◆ **THE TASK**
Please count how many lines below contain the word "Alpine" and give nothing but that figure.

---------- SOURCE DATA

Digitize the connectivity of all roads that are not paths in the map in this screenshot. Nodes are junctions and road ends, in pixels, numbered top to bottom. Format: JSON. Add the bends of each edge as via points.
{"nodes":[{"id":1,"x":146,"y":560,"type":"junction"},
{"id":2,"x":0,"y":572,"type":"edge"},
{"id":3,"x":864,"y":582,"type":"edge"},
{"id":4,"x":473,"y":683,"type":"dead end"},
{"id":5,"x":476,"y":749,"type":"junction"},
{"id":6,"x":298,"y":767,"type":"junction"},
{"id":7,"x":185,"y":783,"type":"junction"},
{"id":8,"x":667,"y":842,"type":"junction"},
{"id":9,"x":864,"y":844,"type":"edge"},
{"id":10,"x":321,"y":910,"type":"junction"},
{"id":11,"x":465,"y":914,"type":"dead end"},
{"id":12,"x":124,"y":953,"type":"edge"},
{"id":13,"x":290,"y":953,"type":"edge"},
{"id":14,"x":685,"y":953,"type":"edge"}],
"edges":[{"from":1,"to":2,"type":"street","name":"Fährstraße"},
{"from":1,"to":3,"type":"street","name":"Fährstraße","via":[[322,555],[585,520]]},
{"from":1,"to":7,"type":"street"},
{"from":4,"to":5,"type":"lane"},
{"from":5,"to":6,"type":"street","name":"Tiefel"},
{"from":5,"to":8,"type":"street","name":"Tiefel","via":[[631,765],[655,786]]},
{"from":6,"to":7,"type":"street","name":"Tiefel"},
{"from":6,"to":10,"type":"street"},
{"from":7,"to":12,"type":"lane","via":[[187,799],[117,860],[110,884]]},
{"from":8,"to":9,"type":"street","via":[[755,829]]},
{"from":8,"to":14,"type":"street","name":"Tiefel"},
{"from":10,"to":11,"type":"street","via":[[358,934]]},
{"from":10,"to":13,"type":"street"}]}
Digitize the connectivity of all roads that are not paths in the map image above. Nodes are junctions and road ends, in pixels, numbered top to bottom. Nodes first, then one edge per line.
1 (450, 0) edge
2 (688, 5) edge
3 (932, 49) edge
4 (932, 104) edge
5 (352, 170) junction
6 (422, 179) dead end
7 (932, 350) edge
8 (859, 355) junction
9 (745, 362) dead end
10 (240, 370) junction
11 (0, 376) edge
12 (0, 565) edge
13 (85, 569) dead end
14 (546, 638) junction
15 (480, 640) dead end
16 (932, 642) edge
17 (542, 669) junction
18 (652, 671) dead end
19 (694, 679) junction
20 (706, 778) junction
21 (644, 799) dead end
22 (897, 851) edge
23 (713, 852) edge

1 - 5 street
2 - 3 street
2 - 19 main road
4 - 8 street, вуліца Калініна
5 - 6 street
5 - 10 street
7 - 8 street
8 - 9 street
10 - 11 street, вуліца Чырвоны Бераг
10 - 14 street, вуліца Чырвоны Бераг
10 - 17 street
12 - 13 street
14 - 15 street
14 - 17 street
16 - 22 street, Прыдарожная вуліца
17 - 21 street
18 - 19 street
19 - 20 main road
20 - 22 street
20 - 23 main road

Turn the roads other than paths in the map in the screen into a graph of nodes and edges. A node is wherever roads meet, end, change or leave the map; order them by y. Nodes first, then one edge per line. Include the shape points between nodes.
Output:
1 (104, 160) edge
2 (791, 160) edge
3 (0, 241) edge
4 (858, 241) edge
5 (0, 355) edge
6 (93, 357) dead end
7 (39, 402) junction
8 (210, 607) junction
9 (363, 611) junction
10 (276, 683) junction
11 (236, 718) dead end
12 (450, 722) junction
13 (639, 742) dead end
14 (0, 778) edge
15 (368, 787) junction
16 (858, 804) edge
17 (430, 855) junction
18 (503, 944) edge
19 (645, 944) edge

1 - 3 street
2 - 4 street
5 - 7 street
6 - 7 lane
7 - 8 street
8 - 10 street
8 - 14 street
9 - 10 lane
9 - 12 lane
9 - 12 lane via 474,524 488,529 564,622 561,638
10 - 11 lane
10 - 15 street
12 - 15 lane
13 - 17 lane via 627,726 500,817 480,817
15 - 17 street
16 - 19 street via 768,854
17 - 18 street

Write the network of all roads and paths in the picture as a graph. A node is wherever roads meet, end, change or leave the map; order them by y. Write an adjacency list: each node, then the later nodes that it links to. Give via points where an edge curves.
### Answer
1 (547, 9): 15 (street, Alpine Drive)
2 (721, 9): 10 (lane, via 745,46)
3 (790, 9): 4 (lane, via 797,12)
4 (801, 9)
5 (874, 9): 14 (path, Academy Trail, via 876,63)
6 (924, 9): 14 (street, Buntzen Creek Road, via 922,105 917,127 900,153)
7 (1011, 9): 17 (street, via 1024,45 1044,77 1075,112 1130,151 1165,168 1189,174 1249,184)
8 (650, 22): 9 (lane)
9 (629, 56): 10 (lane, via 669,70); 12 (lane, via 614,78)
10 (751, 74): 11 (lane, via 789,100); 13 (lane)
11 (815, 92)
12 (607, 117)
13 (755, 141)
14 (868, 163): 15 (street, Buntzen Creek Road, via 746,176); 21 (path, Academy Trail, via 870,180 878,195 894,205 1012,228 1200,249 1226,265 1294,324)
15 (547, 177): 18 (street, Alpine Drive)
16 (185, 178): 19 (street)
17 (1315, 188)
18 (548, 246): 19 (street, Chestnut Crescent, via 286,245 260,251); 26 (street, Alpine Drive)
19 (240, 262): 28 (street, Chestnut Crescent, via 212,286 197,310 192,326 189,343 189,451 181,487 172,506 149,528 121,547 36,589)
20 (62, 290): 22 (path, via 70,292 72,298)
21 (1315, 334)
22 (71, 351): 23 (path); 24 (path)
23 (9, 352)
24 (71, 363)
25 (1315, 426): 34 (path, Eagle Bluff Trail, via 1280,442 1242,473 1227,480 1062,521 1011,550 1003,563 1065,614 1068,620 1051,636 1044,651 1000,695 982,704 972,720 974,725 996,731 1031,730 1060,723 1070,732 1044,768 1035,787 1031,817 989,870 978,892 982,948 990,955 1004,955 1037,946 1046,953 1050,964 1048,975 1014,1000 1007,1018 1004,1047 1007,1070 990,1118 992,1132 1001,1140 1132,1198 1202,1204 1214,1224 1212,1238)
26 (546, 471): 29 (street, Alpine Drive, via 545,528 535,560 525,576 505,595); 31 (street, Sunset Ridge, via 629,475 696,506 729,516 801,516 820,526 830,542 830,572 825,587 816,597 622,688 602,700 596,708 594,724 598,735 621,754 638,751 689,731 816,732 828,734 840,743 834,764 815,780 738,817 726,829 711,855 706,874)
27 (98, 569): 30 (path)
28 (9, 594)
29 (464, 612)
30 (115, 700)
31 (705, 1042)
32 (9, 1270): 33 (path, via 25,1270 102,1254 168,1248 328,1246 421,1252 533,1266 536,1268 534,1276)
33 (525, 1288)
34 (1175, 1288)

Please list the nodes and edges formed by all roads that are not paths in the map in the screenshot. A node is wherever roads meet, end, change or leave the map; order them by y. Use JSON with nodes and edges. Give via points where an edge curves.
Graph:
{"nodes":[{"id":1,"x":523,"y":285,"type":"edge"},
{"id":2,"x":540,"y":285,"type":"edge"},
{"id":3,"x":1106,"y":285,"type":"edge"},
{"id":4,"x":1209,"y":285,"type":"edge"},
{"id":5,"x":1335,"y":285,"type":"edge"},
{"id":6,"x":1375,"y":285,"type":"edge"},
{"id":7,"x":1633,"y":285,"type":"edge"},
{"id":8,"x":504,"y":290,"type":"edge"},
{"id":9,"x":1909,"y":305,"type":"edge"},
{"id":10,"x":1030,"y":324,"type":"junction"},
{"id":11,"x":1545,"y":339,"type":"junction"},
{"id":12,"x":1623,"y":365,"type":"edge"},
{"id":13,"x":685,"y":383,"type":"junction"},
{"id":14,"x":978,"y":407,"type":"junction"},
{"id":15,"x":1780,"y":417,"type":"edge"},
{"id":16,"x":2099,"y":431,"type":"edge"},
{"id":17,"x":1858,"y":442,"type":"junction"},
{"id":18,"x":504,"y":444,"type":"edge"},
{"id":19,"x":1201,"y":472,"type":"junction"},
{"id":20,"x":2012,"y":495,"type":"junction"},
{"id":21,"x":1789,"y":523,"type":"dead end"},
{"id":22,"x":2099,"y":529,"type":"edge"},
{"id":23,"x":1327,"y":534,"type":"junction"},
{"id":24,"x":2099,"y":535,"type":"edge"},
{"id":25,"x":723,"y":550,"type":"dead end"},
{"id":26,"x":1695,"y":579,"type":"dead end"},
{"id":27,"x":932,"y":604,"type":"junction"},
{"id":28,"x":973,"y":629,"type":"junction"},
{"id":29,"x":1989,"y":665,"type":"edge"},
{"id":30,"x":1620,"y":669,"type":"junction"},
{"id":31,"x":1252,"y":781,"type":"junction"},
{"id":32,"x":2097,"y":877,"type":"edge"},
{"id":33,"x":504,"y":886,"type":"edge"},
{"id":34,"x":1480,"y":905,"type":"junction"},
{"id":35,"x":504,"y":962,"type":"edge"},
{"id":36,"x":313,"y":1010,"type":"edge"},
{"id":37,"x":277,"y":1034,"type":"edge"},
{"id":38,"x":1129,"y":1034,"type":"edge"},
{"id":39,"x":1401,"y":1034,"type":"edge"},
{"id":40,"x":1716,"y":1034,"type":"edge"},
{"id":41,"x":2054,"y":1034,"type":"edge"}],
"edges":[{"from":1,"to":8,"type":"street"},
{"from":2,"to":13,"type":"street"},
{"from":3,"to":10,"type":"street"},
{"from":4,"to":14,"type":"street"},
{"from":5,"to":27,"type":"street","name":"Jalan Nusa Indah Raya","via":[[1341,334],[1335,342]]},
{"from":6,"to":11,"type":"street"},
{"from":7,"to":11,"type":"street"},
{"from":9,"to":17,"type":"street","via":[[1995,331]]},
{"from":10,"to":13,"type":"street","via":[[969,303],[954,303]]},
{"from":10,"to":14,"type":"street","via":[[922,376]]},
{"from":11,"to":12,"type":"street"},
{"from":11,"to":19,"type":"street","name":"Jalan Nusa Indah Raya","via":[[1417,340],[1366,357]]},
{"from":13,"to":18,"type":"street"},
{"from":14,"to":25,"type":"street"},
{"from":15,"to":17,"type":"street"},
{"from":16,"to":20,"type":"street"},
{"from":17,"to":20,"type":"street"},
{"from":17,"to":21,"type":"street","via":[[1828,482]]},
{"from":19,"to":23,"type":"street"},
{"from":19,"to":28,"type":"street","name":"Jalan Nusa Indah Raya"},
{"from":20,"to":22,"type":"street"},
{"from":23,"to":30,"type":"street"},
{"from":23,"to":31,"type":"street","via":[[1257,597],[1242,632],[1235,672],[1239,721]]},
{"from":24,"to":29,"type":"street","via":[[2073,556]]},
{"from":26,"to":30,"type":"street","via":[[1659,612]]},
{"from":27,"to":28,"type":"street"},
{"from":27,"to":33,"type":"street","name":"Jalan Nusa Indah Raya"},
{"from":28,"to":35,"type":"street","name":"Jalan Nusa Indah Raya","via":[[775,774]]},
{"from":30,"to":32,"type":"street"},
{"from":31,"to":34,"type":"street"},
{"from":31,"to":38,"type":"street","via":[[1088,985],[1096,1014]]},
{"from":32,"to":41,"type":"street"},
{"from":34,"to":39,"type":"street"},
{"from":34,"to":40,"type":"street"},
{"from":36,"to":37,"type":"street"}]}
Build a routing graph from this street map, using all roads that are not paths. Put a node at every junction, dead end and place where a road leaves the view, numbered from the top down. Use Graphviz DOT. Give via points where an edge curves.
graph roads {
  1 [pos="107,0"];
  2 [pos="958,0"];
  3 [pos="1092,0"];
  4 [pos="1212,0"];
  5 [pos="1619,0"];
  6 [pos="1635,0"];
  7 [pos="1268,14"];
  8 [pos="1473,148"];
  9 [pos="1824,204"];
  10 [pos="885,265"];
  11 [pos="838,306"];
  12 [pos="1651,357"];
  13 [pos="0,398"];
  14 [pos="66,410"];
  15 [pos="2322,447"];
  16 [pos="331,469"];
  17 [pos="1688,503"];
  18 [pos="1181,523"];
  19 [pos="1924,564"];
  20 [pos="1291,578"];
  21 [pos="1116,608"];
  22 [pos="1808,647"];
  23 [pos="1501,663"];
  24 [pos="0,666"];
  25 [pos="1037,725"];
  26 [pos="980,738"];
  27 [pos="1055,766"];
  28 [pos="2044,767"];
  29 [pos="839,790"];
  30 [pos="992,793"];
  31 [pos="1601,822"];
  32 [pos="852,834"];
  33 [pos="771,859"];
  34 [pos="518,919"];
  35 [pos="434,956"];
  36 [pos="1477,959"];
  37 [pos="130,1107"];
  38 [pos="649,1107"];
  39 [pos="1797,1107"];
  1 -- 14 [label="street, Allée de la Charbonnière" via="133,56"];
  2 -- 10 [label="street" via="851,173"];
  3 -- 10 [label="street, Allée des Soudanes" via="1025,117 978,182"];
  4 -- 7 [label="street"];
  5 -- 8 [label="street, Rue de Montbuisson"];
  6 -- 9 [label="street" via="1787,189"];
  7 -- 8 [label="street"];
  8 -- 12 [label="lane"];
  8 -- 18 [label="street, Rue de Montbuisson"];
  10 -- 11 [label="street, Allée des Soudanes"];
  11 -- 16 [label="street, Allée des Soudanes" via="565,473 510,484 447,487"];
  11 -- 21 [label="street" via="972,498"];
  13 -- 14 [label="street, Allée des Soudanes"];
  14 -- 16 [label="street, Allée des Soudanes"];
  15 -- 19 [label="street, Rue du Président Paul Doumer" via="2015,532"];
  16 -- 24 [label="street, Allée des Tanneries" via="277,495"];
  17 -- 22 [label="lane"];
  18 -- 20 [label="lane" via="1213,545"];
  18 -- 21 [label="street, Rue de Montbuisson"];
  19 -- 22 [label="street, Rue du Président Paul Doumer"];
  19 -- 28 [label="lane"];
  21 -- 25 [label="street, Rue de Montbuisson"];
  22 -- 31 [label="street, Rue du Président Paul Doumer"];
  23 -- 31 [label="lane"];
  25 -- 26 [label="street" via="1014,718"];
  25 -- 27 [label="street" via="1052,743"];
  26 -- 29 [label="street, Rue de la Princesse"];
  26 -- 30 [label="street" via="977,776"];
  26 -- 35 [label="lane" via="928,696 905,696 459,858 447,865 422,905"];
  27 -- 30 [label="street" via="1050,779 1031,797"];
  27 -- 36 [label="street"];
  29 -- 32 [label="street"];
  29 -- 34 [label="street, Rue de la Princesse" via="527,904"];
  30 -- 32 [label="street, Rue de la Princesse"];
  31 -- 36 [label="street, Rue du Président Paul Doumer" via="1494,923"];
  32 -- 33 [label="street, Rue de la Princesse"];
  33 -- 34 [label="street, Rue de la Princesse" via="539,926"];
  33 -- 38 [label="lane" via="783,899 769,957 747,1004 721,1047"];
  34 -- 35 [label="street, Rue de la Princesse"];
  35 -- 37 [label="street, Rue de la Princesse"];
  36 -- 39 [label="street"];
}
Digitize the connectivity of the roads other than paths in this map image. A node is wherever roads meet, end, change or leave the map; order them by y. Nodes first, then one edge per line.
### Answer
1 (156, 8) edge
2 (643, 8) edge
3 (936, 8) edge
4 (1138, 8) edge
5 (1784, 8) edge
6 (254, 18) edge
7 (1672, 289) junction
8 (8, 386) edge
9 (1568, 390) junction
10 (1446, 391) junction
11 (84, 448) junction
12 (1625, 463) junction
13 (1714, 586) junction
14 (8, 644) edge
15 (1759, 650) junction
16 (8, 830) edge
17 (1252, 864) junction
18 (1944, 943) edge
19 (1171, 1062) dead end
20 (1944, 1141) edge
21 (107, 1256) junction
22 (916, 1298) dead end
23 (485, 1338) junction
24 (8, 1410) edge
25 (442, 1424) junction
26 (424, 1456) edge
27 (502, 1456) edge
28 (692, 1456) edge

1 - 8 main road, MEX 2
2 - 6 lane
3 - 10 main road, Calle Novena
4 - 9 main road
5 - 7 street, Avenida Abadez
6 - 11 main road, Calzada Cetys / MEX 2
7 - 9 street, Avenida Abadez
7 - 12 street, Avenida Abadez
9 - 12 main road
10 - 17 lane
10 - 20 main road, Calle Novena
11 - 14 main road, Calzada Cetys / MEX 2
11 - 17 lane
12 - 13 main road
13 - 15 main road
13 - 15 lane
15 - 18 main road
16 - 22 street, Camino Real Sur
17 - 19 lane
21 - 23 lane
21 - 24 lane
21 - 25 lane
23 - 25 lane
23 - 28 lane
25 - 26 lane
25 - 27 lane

--------------------

◆ **RESPONSE**
4